Dataset entries:
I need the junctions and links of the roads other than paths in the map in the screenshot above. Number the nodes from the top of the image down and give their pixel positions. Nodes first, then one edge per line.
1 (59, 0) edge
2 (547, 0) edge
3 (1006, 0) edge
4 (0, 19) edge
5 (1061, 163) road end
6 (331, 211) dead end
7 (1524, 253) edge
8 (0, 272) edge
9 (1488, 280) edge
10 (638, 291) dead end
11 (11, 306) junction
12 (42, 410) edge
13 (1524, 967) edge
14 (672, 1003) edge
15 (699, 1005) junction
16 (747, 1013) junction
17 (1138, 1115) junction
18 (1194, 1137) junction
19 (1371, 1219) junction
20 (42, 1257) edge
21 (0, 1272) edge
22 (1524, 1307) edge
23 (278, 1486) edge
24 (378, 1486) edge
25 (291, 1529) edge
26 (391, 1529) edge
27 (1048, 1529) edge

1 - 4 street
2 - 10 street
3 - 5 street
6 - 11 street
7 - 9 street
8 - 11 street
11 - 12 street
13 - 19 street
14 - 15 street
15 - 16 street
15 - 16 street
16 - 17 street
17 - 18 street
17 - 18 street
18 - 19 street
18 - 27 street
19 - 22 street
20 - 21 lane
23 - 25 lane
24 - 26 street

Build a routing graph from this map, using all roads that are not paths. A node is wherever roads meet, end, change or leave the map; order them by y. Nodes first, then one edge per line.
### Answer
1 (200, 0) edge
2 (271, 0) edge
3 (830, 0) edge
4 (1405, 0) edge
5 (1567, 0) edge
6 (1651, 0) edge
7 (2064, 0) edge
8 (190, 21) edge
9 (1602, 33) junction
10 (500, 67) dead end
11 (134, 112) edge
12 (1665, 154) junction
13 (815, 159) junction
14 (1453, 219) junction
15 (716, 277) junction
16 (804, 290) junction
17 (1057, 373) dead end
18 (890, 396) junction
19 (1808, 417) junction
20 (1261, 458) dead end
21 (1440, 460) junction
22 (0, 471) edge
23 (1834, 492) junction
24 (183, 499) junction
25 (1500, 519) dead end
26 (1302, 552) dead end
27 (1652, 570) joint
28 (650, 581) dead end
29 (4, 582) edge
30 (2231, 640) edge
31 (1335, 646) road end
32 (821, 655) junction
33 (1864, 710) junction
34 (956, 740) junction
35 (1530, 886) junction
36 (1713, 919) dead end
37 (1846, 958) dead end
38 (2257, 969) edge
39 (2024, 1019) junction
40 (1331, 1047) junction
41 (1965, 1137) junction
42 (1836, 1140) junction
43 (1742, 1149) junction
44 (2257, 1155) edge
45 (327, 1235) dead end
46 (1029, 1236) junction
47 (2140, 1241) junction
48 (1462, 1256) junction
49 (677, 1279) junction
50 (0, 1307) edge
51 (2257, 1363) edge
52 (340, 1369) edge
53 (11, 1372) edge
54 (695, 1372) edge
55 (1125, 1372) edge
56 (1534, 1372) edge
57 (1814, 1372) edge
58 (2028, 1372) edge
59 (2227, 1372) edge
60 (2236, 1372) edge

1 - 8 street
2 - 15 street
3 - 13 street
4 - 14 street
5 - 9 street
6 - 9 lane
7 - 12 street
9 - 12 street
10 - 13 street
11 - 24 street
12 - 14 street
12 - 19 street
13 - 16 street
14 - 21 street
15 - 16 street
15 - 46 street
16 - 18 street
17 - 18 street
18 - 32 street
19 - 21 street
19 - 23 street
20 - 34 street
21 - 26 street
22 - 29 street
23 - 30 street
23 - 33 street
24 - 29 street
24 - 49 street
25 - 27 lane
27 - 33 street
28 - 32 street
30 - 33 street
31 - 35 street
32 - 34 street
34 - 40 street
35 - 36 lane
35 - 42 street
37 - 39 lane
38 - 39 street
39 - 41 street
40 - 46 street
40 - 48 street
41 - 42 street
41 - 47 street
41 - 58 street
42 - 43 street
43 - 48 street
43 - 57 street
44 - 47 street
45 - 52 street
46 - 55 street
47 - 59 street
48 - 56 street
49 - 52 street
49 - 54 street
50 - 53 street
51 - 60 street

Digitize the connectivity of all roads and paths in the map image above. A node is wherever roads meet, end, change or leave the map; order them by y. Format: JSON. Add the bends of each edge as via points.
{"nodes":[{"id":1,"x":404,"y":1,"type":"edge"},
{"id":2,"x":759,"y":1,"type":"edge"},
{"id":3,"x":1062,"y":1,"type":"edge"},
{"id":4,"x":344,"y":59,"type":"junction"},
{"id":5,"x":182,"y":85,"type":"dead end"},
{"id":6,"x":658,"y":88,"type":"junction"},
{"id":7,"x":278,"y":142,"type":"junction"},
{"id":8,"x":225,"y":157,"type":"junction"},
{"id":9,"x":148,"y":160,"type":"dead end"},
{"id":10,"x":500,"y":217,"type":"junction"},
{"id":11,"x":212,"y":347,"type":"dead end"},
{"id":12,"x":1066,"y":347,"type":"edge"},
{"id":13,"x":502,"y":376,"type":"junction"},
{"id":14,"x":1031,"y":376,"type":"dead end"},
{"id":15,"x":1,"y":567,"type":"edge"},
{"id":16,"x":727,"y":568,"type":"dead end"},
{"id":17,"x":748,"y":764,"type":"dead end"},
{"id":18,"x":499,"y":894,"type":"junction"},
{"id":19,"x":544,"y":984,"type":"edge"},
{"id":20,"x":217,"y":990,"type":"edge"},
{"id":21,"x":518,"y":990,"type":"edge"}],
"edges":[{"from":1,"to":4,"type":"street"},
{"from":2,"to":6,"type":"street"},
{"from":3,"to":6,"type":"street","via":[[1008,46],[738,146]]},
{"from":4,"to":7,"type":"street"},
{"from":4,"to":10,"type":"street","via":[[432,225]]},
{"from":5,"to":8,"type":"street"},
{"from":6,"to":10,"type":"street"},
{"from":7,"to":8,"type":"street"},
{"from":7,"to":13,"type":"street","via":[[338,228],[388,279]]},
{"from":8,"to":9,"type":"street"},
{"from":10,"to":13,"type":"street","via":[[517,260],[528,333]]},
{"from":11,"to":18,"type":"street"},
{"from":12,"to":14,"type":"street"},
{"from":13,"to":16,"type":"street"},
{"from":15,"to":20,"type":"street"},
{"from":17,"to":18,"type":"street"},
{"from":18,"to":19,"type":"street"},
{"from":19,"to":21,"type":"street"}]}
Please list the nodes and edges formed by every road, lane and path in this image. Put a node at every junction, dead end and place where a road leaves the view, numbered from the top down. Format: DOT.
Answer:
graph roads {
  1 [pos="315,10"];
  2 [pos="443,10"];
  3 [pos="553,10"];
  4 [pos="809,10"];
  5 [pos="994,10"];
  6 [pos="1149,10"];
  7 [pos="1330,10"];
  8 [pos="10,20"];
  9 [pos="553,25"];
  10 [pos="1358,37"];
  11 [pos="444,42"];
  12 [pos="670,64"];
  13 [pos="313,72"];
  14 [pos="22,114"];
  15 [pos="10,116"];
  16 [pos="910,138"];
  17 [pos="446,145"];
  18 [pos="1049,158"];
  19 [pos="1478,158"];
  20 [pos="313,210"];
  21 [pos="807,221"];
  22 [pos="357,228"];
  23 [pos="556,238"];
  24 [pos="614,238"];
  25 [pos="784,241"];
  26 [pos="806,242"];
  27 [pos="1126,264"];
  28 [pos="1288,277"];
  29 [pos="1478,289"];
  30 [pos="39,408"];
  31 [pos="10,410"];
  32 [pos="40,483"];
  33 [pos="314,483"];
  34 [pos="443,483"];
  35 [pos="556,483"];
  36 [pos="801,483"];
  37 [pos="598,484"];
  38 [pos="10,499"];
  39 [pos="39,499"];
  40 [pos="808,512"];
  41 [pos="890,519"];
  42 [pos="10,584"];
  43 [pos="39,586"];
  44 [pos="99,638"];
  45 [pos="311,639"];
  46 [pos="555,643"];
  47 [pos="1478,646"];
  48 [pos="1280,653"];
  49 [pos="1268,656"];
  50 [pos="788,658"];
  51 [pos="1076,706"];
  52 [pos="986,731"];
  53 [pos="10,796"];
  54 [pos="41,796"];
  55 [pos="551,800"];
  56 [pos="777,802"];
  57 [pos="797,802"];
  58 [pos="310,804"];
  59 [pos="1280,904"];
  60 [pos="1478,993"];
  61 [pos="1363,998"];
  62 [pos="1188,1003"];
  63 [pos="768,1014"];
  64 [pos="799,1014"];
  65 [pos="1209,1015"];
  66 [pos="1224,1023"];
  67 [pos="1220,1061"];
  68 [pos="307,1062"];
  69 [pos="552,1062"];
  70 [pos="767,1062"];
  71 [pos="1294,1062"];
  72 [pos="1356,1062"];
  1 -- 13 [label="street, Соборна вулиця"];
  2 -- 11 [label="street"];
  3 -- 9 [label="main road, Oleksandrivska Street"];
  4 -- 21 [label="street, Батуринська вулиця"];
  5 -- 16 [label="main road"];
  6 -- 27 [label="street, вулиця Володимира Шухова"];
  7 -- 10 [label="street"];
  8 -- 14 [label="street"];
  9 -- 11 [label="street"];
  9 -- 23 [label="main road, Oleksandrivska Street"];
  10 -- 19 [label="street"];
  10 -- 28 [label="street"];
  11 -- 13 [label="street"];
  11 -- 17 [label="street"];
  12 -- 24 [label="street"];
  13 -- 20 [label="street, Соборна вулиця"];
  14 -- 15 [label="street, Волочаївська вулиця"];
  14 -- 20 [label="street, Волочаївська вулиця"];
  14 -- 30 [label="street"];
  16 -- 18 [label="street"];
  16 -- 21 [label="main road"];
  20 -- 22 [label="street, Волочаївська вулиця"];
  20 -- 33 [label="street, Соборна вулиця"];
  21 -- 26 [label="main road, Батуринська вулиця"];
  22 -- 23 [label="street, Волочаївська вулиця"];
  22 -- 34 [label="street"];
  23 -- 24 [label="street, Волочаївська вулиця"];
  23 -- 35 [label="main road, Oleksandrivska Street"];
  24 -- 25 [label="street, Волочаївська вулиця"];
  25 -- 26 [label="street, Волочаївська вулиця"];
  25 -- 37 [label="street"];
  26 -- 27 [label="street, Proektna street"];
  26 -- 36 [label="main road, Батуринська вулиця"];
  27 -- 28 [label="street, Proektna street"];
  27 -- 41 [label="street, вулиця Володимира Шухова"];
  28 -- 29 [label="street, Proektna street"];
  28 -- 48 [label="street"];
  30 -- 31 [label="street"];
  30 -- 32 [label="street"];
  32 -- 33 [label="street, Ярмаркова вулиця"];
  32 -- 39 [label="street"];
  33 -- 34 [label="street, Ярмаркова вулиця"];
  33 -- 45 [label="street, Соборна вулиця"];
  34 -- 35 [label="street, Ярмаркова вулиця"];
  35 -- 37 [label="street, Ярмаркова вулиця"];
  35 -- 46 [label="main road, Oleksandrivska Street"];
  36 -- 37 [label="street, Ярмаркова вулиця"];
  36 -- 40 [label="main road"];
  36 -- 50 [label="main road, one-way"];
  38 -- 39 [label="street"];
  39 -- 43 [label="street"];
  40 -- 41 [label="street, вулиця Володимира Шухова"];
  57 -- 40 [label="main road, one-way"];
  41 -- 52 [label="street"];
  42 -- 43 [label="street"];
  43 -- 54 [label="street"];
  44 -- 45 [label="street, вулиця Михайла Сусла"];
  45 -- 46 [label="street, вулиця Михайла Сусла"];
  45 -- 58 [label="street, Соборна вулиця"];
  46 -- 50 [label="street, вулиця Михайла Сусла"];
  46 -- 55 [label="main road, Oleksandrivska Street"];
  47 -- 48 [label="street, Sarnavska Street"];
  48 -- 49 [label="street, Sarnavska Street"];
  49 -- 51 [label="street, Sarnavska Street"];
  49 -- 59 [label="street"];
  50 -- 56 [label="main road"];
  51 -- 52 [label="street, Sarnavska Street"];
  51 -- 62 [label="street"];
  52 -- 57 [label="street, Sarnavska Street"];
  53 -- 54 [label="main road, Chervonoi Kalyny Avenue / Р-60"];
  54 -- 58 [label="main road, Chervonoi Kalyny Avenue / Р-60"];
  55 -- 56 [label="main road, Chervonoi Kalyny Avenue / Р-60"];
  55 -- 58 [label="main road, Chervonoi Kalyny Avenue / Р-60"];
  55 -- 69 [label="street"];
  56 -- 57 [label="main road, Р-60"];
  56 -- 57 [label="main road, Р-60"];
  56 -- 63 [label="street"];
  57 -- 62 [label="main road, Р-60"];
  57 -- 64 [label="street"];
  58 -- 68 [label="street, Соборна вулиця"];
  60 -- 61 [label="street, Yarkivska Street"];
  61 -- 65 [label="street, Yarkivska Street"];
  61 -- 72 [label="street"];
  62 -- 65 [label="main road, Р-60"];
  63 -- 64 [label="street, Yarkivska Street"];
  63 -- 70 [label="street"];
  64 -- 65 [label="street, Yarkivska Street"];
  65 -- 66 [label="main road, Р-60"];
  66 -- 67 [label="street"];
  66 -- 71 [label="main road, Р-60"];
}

YOUR INSTRUCTIONS: All lines from the start of the entries through the line where "Build a routing" sits should be duplicated exactly, with nothing else in the output.

ANSWER SPACE:
I need the junctions and links of the roads other than paths in the map in the screenshot above. Number the nodes from the top of the image down and give their pixel positions. Nodes first, then one edge per line.
1 (59, 0) edge
2 (547, 0) edge
3 (1006, 0) edge
4 (0, 19) edge
5 (1061, 163) road end
6 (331, 211) dead end
7 (1524, 253) edge
8 (0, 272) edge
9 (1488, 280) edge
10 (638, 291) dead end
11 (11, 306) junction
12 (42, 410) edge
13 (1524, 967) edge
14 (672, 1003) edge
15 (699, 1005) junction
16 (747, 1013) junction
17 (1138, 1115) junction
18 (1194, 1137) junction
19 (1371, 1219) junction
20 (42, 1257) edge
21 (0, 1272) edge
22 (1524, 1307) edge
23 (278, 1486) edge
24 (378, 1486) edge
25 (291, 1529) edge
26 (391, 1529) edge
27 (1048, 1529) edge

1 - 4 street
2 - 10 street
3 - 5 street
6 - 11 street
7 - 9 street
8 - 11 street
11 - 12 street
13 - 19 street
14 - 15 street
15 - 16 street
15 - 16 street
16 - 17 street
17 - 18 street
17 - 18 street
18 - 19 street
18 - 27 street
19 - 22 street
20 - 21 lane
23 - 25 lane
24 - 26 street

Build a routing graph from this map, using all roads that are not paths. A node is wherever roads meet, end, change or leave the map; order them by y. Nodes first, then one edge per line.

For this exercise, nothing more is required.